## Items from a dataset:
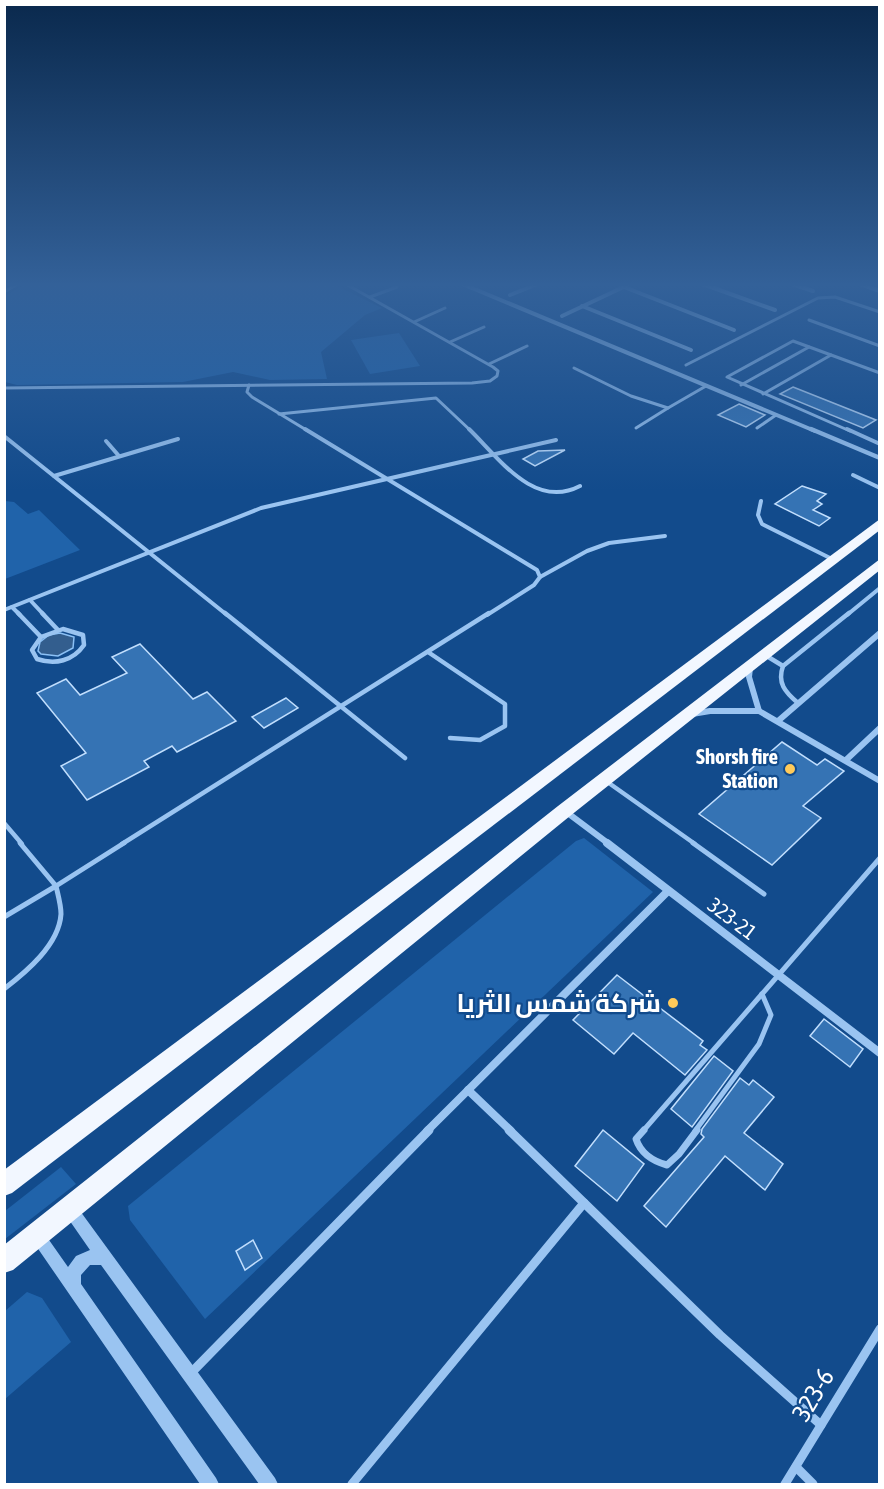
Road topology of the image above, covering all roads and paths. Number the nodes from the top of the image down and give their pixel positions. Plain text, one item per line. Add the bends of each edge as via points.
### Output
1 (469, 352) edge
2 (513, 352) edge
3 (626, 352) edge
4 (711, 352) edge
5 (769, 352) edge
6 (800, 352) edge
7 (824, 352) edge
8 (831, 355) junction
9 (489, 364) junction
10 (686, 365) dead end
11 (574, 368) dead end
12 (879, 373) edge
13 (249, 385) junction
14 (741, 385) junction
15 (706, 386) junction
16 (4, 388) edge
17 (763, 394) junction
18 (668, 408) junction
19 (279, 414) junction
20 (776, 415) junction
21 (636, 428) dead end
22 (757, 428) dead end
23 (4, 436) edge
24 (178, 439) dead end
25 (556, 440) dead end
26 (106, 441) dead end
27 (879, 444) edge
28 (497, 453) junction
29 (119, 456) junction
30 (879, 458) edge
31 (853, 475) dead end
32 (54, 476) junction
33 (388, 478) junction
34 (580, 486) dead end
35 (879, 488) edge
36 (761, 501) dead end
37 (879, 523) edge
38 (665, 536) dead end
39 (149, 551) junction
40 (832, 559) junction
41 (879, 563) edge
42 (540, 577) junction
43 (879, 588) edge
44 (30, 600) junction
45 (12, 607) junction
46 (4, 610) edge
47 (58, 630) junction
48 (879, 633) edge
49 (41, 637) junction
50 (428, 652) junction
51 (758, 660) junction
52 (783, 666) junction
53 (798, 704) junction
54 (340, 707) junction
55 (759, 711) junction
56 (690, 714) junction
57 (778, 721) junction
58 (879, 728) edge
59 (450, 738) dead end
60 (405, 758) dead end
61 (846, 760) junction
62 (604, 780) junction
63 (879, 780) edge
64 (564, 811) junction
65 (4, 823) edge
66 (879, 858) edge
67 (56, 886) junction
68 (668, 891) junction
69 (764, 894) dead end
70 (4, 917) edge
71 (778, 975) junction
72 (4, 988) edge
73 (762, 993) junction
74 (879, 1053) edge
75 (468, 1090) junction
76 (4, 1185) edge
77 (584, 1203) junction
78 (70, 1209) junction
79 (37, 1235) junction
80 (107, 1260) junction
81 (4, 1261) edge
82 (74, 1288) junction
83 (879, 1329) edge
84 (189, 1375) junction
85 (821, 1425) junction
86 (796, 1467) junction
87 (210, 1485) edge
88 (269, 1485) edge
89 (352, 1485) edge
90 (785, 1485) edge
91 (813, 1485) edge

1 - 9 lane
2 - 9 lane
3 - 15 street
4 - 10 lane
5 - 14 lane via 727,376
6 - 14 lane
7 - 8 lane
8 - 12 lane
8 - 17 lane
9 - 13 lane via 498,371 497,376 483,382
11 - 18 lane via 631,396
13 - 16 lane
13 - 19 lane via 247,392 252,398
14 - 17 lane
15 - 18 lane
15 - 20 street
17 - 27 lane
18 - 21 lane
19 - 28 lane via 431,397 441,400
19 - 33 lane
20 - 22 lane
20 - 30 street
23 - 32 lane
24 - 29 lane
25 - 28 lane
26 - 29 lane
28 - 33 lane
28 - 34 lane via 530,487 540,492 559,495
29 - 32 lane
31 - 35 lane
32 - 39 lane
33 - 39 lane via 261,508
33 - 42 lane via 537,570
36 - 40 lane via 758,515 762,524
37 - 40 highway
38 - 42 lane via 609,543
39 - 44 lane
39 - 54 lane
40 - 76 highway
41 - 51 highway
42 - 50 lane via 534,585
43 - 52 lane
44 - 45 lane
44 - 47 lane
45 - 46 lane
45 - 49 lane
47 - 49 lane
47 - 49 lane via 78,632 85,640 81,651 51,663 37,659 32,650
48 - 53 street
50 - 54 lane
50 - 59 lane via 505,704 505,726 480,740
51 - 52 lane
51 - 55 street via 749,677
51 - 56 highway
52 - 53 lane via 778,676 780,683
53 - 57 street
54 - 60 lane
54 - 67 lane
55 - 56 street
55 - 57 street
56 - 62 highway
57 - 61 street
58 - 61 street
61 - 63 street
62 - 64 highway
62 - 69 lane
64 - 68 street, 323-21
64 - 78 highway
65 - 67 lane
66 - 71 lane
67 - 70 lane
67 - 72 lane via 61,917 50,940 23,976
68 - 71 street, 323-21
68 - 75 street
71 - 73 lane
71 - 74 street, 323-21
73 - 73 lane via 636,1139 638,1150 654,1162 667,1165 679,1154 759,1044 771,1015
75 - 77 street
75 - 84 street
77 - 85 street via 720,1335
77 - 89 street
78 - 79 highway
78 - 80 street
79 - 81 highway
79 - 82 street
80 - 82 street via 86,1258 74,1272
80 - 84 street
82 - 87 street
83 - 85 street, 323-6
84 - 88 street
85 - 86 street, 323-6
86 - 90 street, 323-6
86 - 91 street

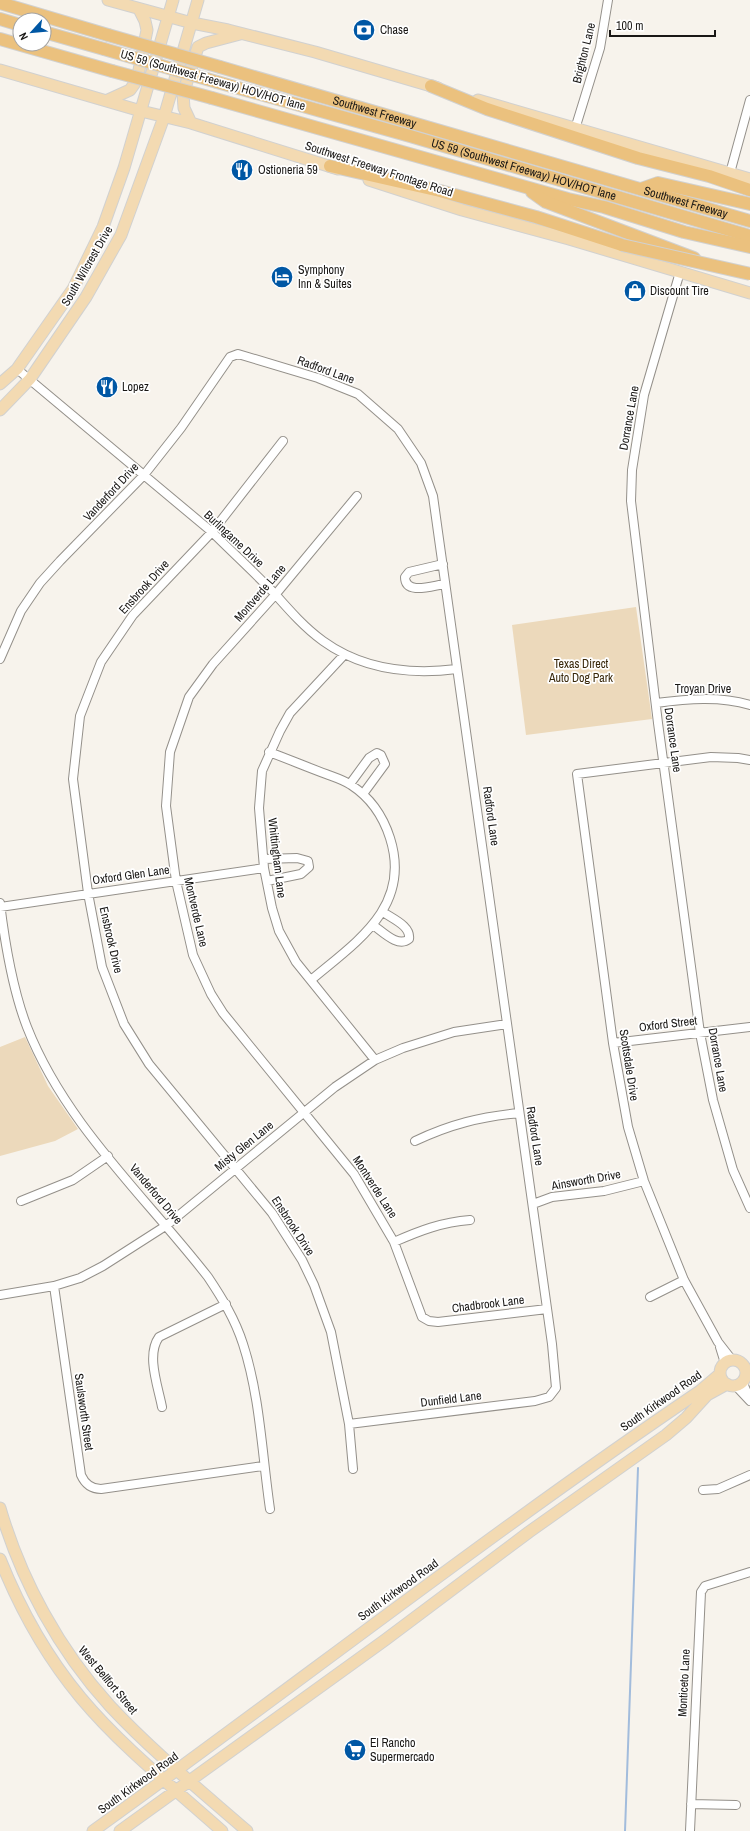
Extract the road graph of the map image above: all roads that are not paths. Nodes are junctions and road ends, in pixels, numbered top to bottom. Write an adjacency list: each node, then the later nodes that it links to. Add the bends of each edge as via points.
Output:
1 (108, 0): 6 (main road)
2 (173, 0): 7 (main road, South Wilcrest Drive)
3 (198, 0): 10 (main road, South Wilcrest Drive)
4 (608, 0): 21 (street, Brighton Lane, via 600,48)
5 (0, 3): 26 (highway, Southwest Freeway, bridge)
6 (139, 9): 7 (main road); 16 (main road, via 148,30 137,80 130,90)
7 (168, 16): 10 (main road); 18 (main road, South Wilcrest Drive)
8 (0, 19): 9 (highway)
9 (12, 23)
10 (192, 23): 11 (main road); 19 (main road, South Wilcrest Drive)
11 (240, 33): 15 (main road); 20 (main road, via 198,47 183,94 184,108)
12 (52, 34): 30 (highway, US 59 (Southwest Freeway) HOV/HOT lane, bridge)
13 (0, 39): 25 (highway, bridge)
14 (0, 70): 16 (main road, Southwest Freeway Frontage Road)
15 (431, 86): 21 (main road); 27 (highway, via 487,109 638,158 710,176)
16 (108, 100): 18 (main road, Southwest Freeway Frontage Road)
17 (750, 100): 23 (street)
18 (141, 111): 19 (main road, Southwest Freeway Frontage Road); 35 (main road, South Wilcrest Drive, via 112,206)
19 (164, 117): 20 (main road, Southwest Freeway Frontage Road); 37 (main road, South Wilcrest Drive, via 122,233)
20 (191, 123): 22 (main road, Southwest Freeway Frontage Road)
21 (575, 128): 23 (main road)
22 (330, 166): 32 (main road, Southwest Freeway Frontage Road, via 462,210); 33 (highway, bridge, via 440,191 622,244)
23 (730, 173): 24 (main road)
24 (750, 179)
25 (524, 186): 31 (highway, via 684,232); 34 (highway, via 546,202)
26 (641, 189): 28 (highway, via 658,184); 29 (highway, Southwest Freeway)
27 (750, 190)
28 (750, 204)
29 (750, 221)
30 (750, 236)
31 (750, 247)
32 (680, 272): 36 (main road, Southwest Freeway Frontage Road); 54 (street, Dorrance Lane, via 644,395 632,470 631,501)
33 (750, 274)
34 (750, 280)
35 (73, 289): 37 (main road); 39 (main road, South Wilcrest Drive)
36 (750, 293)
37 (86, 297): 40 (main road, South Wilcrest Drive)
38 (238, 354): 44 (street, Vanderford Drive, via 230,357 223,365 181,428); 47 (street, Radford Lane, via 318,378 358,394 398,429 421,463 432,496)
39 (16, 369): 40 (street, Burlingame Drive); 41 (main road, South Wilcrest Drive)
40 (30, 379): 42 (main road, South Wilcrest Drive); 44 (street, Burlingame Drive)
41 (0, 384)
42 (0, 410)
43 (283, 441): 46 (street, Ensbrook Drive)
44 (144, 476): 46 (street, Burlingame Drive); 50 (street, Vanderford Drive, via 40,583 21,610)
45 (357, 496): 49 (street, Montverde Lane)
46 (212, 532): 49 (street, Burlingame Drive); 65 (street, Ensbrook Drive, via 132,615 101,662 80,716 73,779)
47 (443, 564): 48 (street, Radford Lane); 48 (street, via 409,572 405,581 407,585 416,588)
48 (445, 584): 53 (street, Radford Lane)
49 (275, 595): 51 (street, Burlingame Drive, via 308,629); 63 (street, Montverde Lane, via 213,664 189,697 170,752 166,806)
50 (2, 647): 52 (street, Vanderford Drive)
51 (344, 655): 53 (street, Burlingame Drive, via 395,671 430,673); 56 (street, Whittingham Lane, via 290,713)
52 (0, 659)
53 (456, 669): 71 (street, Radford Lane, via 473,770)
54 (656, 703): 55 (street, Troyan Drive, via 679,700 734,700); 58 (street, Dorrance Lane)
55 (750, 705)
56 (269, 752): 59 (street); 61 (street, Whittingham Lane, via 262,771 259,808)
57 (750, 760): 58 (street, via 711,757)
58 (665, 764): 73 (street, Dorrance Lane); 74 (street, Scottsdale Drive, via 577,774)
59 (350, 784): 60 (street); 60 (street, via 369,758 377,753 381,755 385,764 383,769)
60 (363, 794): 68 (street, via 385,822 392,843 394,882)
61 (264, 859): 62 (street, Whittingham Lane); 64 (street, via 297,858 308,861 309,867 301,874)
62 (264, 868): 63 (street, Oxford Glen Lane); 64 (street, Whittingham Lane)
63 (176, 881): 65 (street, Oxford Glen Lane); 76 (street, Montverde Lane, via 193,955 211,994)
64 (267, 881): 70 (street, Whittingham Lane, via 279,931 296,962)
65 (88, 893): 67 (street, Oxford Glen Lane); 80 (street, Ensbrook Drive, via 102,967 124,1024 149,1064)
66 (0, 903): 67 (street, Vanderford Drive)
67 (0, 907): 79 (street, Vanderford Drive, via 12,975 27,1027 54,1083 82,1125)
68 (383, 912): 69 (street); 69 (street, via 407,928 410,939 400,942)
69 (373, 925): 70 (street)
70 (311, 980): 75 (street, Whittingham Lane)
71 (507, 1024): 75 (street, Misty Glen Lane, via 454,1032); 77 (street, Radford Lane)
72 (750, 1027): 73 (street, Oxford Street)
73 (700, 1033): 74 (street, Oxford Street); 84 (street, Dorrance Lane, via 713,1100 733,1170)
74 (613, 1043): 81 (street, Scottsdale Drive, via 628,1128)
75 (375, 1060): 76 (street, Misty Glen Lane, via 335,1087)
76 (305, 1112): 80 (street, Misty Glen Lane); 87 (street, Montverde Lane, via 354,1174)
77 (519, 1113): 78 (street, via 467,1120); 83 (street, Radford Lane)
78 (415, 1141)
79 (108, 1156): 82 (street, via 73,1180); 86 (street, Vanderford Drive)
80 (235, 1169): 86 (street, Misty Glen Lane); 102 (street, Ensbrook Drive, via 272,1213 302,1260 314,1285 331,1332)
81 (644, 1181): 83 (street, Ainsworth Drive, via 604,1191 552,1197); 88 (street, Scottsdale Drive)
82 (21, 1200)
83 (533, 1204): 93 (street, Radford Lane)
84 (750, 1208)
85 (470, 1220): 87 (street, via 426,1228)
86 (167, 1225): 89 (street, Misty Glen Lane, via 103,1266 80,1278); 92 (street, Vanderford Drive)
87 (394, 1242): 94 (street, Montverde Lane, via 422,1317)
88 (684, 1280): 91 (street); 95 (street, Scottsdale Drive, via 718,1342)
89 (54, 1286): 90 (street, Misty Glen Lane); 104 (street, Saulsworth Street, via 83,1479 89,1486 97,1489)
90 (0, 1295)
91 (650, 1297)
92 (226, 1304): 100 (street, via 160,1337 155,1343 153,1353); 104 (street, Vanderford Drive, via 238,1330 247,1360 258,1418)
93 (547, 1309): 94 (street, Chadbrook Lane); 98 (street, Radford Lane, via 556,1382)
94 (433, 1322)
95 (740, 1363): 96 (main road, via 721,1368); 97 (main road, via 745,1376)
96 (720, 1374): 97 (main road, via 722,1380); 101 (main road, South Kirkwood Road)
97 (734, 1384): 99 (street); 103 (main road, South Kirkwood Road, via 707,1394 686,1418)
98 (554, 1392): 102 (street, Dunfield Lane, via 549,1398 535,1401)
99 (750, 1401)
100 (162, 1407)
101 (657, 1420): 103 (main road); 106 (main road, South Kirkwood Road)
102 (349, 1424): 105 (street, Ensbrook Drive)
103 (666, 1435): 109 (main road, South Kirkwood Road)
104 (263, 1466): 111 (street, Vanderford Drive)
105 (353, 1469)
106 (578, 1475): 109 (main road); 112 (main road, South Kirkwood Road)
107 (750, 1475): 108 (street, via 718,1489)
108 (703, 1490)
109 (587, 1491): 113 (main road, South Kirkwood Road)
110 (0, 1508): 114 (main road, West Bellfort Street)
111 (270, 1509)
112 (518, 1518): 113 (main road); 117 (main road, South Kirkwood Road)
113 (529, 1532): 118 (main road, South Kirkwood Road)
114 (17, 1557): 115 (main road); 123 (main road, West Bellfort Street, via 53,1630 67,1651 109,1705)
115 (1, 1561): 124 (main road, via 18,1602 38,1638 80,1696 119,1738)
116 (750, 1572): 127 (street, Monticeto Lane, via 705,1586 701,1592)
117 (439, 1577): 118 (main road); 119 (main road, South Kirkwood Road)
118 (450, 1591): 120 (main road, South Kirkwood Road)
119 (368, 1627): 120 (main road); 121 (main road, South Kirkwood Road)
120 (385, 1640): 122 (main road, South Kirkwood Road)
121 (302, 1678): 122 (main road); 123 (main road, South Kirkwood Road)
122 (312, 1692): 125 (main road, South Kirkwood Road)
123 (178, 1771): 124 (main road, South Kirkwood Road); 125 (main road, West Bellfort Street)
124 (164, 1780): 126 (main road); 129 (main road, South Kirkwood Road)
125 (189, 1780): 126 (main road, South Kirkwood Road); 132 (main road, West Bellfort Street)
126 (176, 1790): 130 (main road, South Kirkwood Road); 131 (main road)
127 (691, 1804): 128 (street); 133 (street, Monticeto Lane)
128 (736, 1805)
129 (93, 1831)
130 (120, 1831)
131 (222, 1831)
132 (247, 1831)
133 (690, 1831)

## INSTRUCTIONS FOR THE TASK:
Count up the lines in the records that contain the word "Scottsdale" and reply with that figure only.

## ANSWER SECTION:
4